JASON: We can make up whatever we want in here and say we're going to insert boop true and we're gonna say, like, "hello chat!" And we'll say "ideas" and we'll say, like, "burritos," "hugs" and "pizza." Those are all good ideas. Okay. So, this is completely nonsense. Honestly, the reason I'm doing right now is why people get anxiety about no SQL databases, I think.
JASON: Is that I am completely not looking at what's happening here. I'm just inserting junk with no respect for the database structure at all.
ADO: Right. And the thing about, you know, no SQL databases is you can insert this junk, and the MongoDB will happily take it in and post it to that movies collection, and you'll have the data in there, but, you know, we do actually have a schema validation built into MongoDB as well. So, if you wanted to, say, like, hey, you know, this is a schema document in this collection. You can you can specify. So, that if you do try to add in junk, it's going to error out or maybe just send a warning.
ADO: Also, additionally, if you really want it to get junk in there, if you have the permission if the user that connect has permission, they can overwrite the schema and say I really want this boop in here, so let's add it.
JASON: Absolutely. So, is this my result?
ADO: So, that'll be the result of the operation.
ADO: If you want to send back the hold result, it will tell you what is written, where it was written, how long it took.
JASON: Okay. Yeah. So, let me open up Postman. Let me do that. Where is Postman? Did I actually open it? There it is. And in here, we should be able to post to a let's go to http and we've got a Netlify function. Not now. And we'll say "addmovie," right? So, we don't need to pass anything in yet, so let's just post. And we get back it acknowledged. We got an inserted ID. All good. We're all happy there. So, then, actually, I wonder so, if I go back here now and I search for, like, "pizza," does it show up? Like is it in here somewhere?

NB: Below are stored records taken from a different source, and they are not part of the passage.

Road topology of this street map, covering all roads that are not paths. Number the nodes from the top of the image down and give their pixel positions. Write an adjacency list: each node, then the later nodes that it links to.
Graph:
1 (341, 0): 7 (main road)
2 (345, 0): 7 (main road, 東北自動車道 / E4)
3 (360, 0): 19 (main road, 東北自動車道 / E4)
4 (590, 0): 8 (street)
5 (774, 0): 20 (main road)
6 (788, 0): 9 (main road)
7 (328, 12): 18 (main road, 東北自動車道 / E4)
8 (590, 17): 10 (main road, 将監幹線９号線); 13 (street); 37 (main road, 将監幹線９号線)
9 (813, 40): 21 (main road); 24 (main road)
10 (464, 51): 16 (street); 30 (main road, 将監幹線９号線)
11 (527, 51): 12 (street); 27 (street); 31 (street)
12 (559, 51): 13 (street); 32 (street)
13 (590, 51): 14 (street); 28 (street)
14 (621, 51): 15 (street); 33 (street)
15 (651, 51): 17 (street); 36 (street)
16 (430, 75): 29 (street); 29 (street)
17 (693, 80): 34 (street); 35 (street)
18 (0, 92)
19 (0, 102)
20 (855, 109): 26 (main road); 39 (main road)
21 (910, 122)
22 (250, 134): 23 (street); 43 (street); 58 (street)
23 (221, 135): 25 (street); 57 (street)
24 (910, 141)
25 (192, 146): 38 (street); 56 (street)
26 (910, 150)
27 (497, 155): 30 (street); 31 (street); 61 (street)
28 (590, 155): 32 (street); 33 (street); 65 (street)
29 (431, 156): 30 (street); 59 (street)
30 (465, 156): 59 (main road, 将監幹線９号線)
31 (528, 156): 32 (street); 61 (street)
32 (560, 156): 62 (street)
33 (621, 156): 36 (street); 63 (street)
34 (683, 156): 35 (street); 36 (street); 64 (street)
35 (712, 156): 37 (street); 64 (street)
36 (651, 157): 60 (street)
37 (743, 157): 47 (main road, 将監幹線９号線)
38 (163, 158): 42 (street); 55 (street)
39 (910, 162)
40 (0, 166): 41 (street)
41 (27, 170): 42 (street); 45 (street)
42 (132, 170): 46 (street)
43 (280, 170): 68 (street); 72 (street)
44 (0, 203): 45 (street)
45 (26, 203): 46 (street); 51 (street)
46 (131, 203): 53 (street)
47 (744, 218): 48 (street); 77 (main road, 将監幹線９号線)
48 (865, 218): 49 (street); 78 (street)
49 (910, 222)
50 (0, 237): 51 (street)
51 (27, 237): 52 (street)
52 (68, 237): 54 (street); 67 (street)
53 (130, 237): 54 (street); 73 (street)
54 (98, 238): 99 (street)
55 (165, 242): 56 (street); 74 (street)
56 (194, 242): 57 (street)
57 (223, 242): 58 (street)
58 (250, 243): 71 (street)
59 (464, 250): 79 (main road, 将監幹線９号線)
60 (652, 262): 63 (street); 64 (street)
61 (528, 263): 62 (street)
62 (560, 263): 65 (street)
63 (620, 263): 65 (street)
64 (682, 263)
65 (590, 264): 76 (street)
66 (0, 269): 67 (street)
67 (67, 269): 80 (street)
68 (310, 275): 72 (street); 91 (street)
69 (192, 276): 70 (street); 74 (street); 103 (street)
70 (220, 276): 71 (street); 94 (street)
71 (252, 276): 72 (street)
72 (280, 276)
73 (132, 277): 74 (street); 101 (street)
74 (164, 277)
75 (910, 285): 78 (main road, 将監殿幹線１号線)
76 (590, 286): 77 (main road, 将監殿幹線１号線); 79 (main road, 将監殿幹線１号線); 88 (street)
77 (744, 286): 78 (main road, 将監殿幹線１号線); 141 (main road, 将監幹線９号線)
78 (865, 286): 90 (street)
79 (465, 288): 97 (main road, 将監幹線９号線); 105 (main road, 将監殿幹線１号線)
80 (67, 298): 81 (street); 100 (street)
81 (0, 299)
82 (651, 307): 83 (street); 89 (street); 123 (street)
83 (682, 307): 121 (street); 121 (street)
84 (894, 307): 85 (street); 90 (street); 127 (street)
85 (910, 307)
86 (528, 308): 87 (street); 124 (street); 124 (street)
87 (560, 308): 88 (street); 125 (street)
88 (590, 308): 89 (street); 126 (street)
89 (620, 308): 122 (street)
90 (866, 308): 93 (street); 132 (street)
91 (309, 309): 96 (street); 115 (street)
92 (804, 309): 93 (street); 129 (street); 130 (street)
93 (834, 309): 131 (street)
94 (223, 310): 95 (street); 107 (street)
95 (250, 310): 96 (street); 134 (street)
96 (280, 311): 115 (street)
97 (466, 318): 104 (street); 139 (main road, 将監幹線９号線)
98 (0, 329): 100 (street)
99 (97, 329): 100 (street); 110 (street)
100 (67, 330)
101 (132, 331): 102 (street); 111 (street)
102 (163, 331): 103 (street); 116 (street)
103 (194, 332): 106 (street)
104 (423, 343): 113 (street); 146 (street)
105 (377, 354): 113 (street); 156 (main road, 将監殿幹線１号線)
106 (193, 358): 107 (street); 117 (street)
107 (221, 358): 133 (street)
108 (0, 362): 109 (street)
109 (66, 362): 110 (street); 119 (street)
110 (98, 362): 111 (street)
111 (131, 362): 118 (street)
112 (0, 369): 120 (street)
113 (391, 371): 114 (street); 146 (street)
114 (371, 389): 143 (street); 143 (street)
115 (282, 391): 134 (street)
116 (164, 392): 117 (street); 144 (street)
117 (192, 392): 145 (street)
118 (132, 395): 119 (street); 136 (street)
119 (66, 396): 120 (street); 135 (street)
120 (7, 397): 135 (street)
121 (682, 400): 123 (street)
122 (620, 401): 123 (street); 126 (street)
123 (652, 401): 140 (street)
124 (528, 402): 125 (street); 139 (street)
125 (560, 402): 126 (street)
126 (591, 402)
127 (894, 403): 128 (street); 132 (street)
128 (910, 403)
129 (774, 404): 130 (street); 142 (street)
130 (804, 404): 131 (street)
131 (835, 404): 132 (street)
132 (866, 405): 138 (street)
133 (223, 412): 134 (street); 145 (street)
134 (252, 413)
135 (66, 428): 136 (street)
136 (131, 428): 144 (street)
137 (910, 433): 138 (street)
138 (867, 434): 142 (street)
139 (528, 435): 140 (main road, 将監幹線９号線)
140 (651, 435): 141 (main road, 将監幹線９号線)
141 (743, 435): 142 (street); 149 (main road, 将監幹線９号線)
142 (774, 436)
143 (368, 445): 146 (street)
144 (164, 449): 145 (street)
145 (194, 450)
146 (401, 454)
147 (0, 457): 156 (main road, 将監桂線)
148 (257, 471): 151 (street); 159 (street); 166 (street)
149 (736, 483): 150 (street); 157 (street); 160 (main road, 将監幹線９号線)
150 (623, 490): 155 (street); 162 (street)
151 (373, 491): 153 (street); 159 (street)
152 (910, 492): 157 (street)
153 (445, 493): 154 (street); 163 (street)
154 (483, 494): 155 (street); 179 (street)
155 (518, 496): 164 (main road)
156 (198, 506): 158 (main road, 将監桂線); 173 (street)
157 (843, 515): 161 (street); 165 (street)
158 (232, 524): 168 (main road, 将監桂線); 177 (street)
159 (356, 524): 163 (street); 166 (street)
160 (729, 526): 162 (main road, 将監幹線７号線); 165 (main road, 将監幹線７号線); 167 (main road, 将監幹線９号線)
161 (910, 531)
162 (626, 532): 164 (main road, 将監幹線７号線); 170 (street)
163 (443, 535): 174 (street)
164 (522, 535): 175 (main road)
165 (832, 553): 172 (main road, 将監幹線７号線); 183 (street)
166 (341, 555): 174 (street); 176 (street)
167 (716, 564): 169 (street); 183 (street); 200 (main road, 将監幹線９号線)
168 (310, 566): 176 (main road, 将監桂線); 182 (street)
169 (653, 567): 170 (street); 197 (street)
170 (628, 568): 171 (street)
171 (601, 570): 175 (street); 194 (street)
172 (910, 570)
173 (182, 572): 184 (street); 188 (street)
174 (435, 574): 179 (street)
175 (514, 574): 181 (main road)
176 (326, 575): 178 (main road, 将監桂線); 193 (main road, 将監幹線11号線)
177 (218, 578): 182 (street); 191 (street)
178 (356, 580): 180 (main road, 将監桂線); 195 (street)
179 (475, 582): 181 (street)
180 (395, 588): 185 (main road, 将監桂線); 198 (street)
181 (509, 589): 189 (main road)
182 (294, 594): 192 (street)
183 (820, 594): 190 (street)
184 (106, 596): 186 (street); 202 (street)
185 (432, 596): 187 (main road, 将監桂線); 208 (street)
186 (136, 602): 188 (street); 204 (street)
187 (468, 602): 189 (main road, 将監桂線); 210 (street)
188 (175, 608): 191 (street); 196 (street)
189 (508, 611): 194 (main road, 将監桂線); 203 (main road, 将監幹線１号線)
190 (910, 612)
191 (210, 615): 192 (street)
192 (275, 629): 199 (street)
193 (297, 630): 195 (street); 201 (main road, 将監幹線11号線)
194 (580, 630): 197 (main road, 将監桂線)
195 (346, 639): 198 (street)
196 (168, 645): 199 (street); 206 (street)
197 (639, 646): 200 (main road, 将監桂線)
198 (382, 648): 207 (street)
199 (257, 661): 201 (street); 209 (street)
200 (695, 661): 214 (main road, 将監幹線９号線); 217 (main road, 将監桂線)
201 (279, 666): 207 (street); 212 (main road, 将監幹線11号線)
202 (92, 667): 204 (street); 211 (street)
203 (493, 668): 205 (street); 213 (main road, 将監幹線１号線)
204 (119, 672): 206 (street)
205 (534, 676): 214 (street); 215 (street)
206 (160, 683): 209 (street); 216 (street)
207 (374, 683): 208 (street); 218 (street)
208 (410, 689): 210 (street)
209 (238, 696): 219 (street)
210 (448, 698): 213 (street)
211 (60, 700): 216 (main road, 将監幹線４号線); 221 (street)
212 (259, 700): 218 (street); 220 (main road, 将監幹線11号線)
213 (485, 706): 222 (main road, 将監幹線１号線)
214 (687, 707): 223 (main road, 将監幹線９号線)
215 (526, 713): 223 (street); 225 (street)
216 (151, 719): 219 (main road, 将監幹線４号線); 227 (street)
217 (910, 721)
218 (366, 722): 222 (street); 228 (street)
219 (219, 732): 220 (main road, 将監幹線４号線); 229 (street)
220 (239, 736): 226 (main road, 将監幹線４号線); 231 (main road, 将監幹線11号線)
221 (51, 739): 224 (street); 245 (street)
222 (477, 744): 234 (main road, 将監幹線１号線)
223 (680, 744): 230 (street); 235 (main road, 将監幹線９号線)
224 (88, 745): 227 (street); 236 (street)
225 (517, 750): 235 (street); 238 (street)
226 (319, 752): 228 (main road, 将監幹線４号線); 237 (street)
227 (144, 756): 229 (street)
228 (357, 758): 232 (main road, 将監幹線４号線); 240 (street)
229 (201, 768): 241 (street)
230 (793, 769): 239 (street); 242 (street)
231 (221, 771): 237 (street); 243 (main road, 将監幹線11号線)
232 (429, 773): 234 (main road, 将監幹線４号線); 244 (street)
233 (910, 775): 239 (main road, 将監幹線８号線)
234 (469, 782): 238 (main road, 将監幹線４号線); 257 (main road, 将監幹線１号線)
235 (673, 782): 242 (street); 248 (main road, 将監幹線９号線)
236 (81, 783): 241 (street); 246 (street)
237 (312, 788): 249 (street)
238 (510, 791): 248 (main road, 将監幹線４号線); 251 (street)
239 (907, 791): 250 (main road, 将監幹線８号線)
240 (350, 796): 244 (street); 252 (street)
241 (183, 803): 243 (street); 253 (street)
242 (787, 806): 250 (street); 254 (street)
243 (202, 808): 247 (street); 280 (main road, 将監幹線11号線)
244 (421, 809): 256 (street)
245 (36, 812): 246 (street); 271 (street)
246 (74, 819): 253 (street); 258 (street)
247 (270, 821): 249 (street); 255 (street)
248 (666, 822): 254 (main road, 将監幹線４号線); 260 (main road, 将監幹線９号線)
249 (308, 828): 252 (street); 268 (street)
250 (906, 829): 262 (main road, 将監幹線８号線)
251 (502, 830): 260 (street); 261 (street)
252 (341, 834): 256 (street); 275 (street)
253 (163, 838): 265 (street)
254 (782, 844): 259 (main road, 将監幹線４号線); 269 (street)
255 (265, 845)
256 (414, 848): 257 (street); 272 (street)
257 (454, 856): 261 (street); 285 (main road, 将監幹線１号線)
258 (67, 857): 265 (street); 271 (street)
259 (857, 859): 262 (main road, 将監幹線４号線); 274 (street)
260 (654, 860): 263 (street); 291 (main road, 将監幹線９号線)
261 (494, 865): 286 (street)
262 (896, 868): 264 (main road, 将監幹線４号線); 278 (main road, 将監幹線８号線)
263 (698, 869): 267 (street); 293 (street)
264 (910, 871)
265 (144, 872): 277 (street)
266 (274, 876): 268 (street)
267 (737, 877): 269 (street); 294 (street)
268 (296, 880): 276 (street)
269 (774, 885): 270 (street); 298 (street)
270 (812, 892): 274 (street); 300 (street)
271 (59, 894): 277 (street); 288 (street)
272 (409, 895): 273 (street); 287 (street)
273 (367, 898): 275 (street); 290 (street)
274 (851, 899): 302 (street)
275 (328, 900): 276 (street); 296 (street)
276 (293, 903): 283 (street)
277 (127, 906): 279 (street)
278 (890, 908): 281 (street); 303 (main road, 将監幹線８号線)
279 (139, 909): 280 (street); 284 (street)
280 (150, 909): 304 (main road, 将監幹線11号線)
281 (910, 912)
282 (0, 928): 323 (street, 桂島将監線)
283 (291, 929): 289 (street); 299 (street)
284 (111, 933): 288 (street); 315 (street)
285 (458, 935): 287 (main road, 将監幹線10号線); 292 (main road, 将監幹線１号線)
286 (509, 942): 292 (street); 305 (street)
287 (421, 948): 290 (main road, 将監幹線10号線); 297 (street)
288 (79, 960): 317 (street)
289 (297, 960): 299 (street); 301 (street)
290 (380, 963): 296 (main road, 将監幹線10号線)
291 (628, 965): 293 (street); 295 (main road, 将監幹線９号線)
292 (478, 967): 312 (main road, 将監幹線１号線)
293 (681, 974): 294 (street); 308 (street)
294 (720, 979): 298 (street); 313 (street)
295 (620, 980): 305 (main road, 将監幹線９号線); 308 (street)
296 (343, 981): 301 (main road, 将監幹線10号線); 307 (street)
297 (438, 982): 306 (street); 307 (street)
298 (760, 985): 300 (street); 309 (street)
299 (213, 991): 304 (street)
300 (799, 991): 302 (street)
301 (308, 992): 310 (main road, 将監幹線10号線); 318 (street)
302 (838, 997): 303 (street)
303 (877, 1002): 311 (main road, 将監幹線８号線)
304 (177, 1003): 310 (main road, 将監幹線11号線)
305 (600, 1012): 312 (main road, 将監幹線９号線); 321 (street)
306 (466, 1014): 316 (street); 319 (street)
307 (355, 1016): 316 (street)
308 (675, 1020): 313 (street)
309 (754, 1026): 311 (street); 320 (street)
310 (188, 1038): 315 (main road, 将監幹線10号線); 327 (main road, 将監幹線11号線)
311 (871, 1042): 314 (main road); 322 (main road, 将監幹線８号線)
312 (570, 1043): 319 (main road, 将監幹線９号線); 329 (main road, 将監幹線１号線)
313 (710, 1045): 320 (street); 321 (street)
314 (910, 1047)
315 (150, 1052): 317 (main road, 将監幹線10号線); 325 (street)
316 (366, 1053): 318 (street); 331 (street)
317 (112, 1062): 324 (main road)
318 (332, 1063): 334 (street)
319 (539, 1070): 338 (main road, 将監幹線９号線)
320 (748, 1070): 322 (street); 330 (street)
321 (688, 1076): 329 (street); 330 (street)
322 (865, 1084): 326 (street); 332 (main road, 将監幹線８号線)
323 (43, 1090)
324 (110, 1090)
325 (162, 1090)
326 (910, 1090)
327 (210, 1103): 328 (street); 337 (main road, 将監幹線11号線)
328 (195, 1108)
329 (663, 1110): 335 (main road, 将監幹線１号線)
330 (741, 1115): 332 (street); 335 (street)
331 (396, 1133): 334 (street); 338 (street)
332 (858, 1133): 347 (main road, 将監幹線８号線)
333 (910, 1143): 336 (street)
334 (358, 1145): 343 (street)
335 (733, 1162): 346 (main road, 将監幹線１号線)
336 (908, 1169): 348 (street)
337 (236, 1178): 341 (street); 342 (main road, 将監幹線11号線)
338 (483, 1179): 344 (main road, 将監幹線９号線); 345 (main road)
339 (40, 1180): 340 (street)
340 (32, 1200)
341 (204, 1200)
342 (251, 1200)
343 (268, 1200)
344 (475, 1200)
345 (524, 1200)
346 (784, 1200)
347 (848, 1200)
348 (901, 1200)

ADO: It might be. It might not. But let's see. I'd be curious to see how quickly the index updates.
JASON: There it is.
ADO: There it is.
JASON: Here's our document. So, like, we wrote it and it's immediately available. And, you know, full chaos mode engaged on this database. So, you know, and this and like, for real, this is one of the reasons why schema validation is a good idea. Is because if I did this and it was a production app and we were, like, trying to display the plot and the title and the genres and then we get to this garbage pile that I created, it would it would either break or we'd need some clientside validation. So, you can there is a way to hold it wrong. And what we've just done is absolutely holding it wrong. (Laughter)
ADO: Good way to put it. And, you know, another thing we could we could have done in that search aggregation is project only the certain fields that we care about. So that, you know, so that every search you do isn't sending you back all of this data, because in reality you might not care about
JASON: You know what? How much time do we have? Can we do that in five minutes do you think?
ADO: Oh, absolutely.
JASON: Let's clean this thing up and only bring back the title and, like, the short plot.
ADO: Yep. So, what we would do in that case is we would just add another aggregation stage. So, where we have search, like, that whole object closed. Right there. We would do a project.
JASON: Like this?
ADO: So, it would be dollar sign project. And then it would be an object. And this object would be the fields that we want. Either the fields that we want or the fields that we don't want. So, we could say, like, we want the title of the movie.
JASON: Is it, like, in fields or do I do I do, like, the name of the field and true?
ADO: You do name of the field and then 1 for true and 0 for false.
JASON: Okay. So, let's do is there a title
ADO: There should be a title.
JASON: Last updated. Am I looking right at this? Title. Title. Oh, title is "pizza." Okay. So, let's get title 1 and plot 1. And this should then change the results here so that we only get the title and the plot?
JASON: There we go. Plot 0. And then down at the end, it looks like it found my result, but it did not return it.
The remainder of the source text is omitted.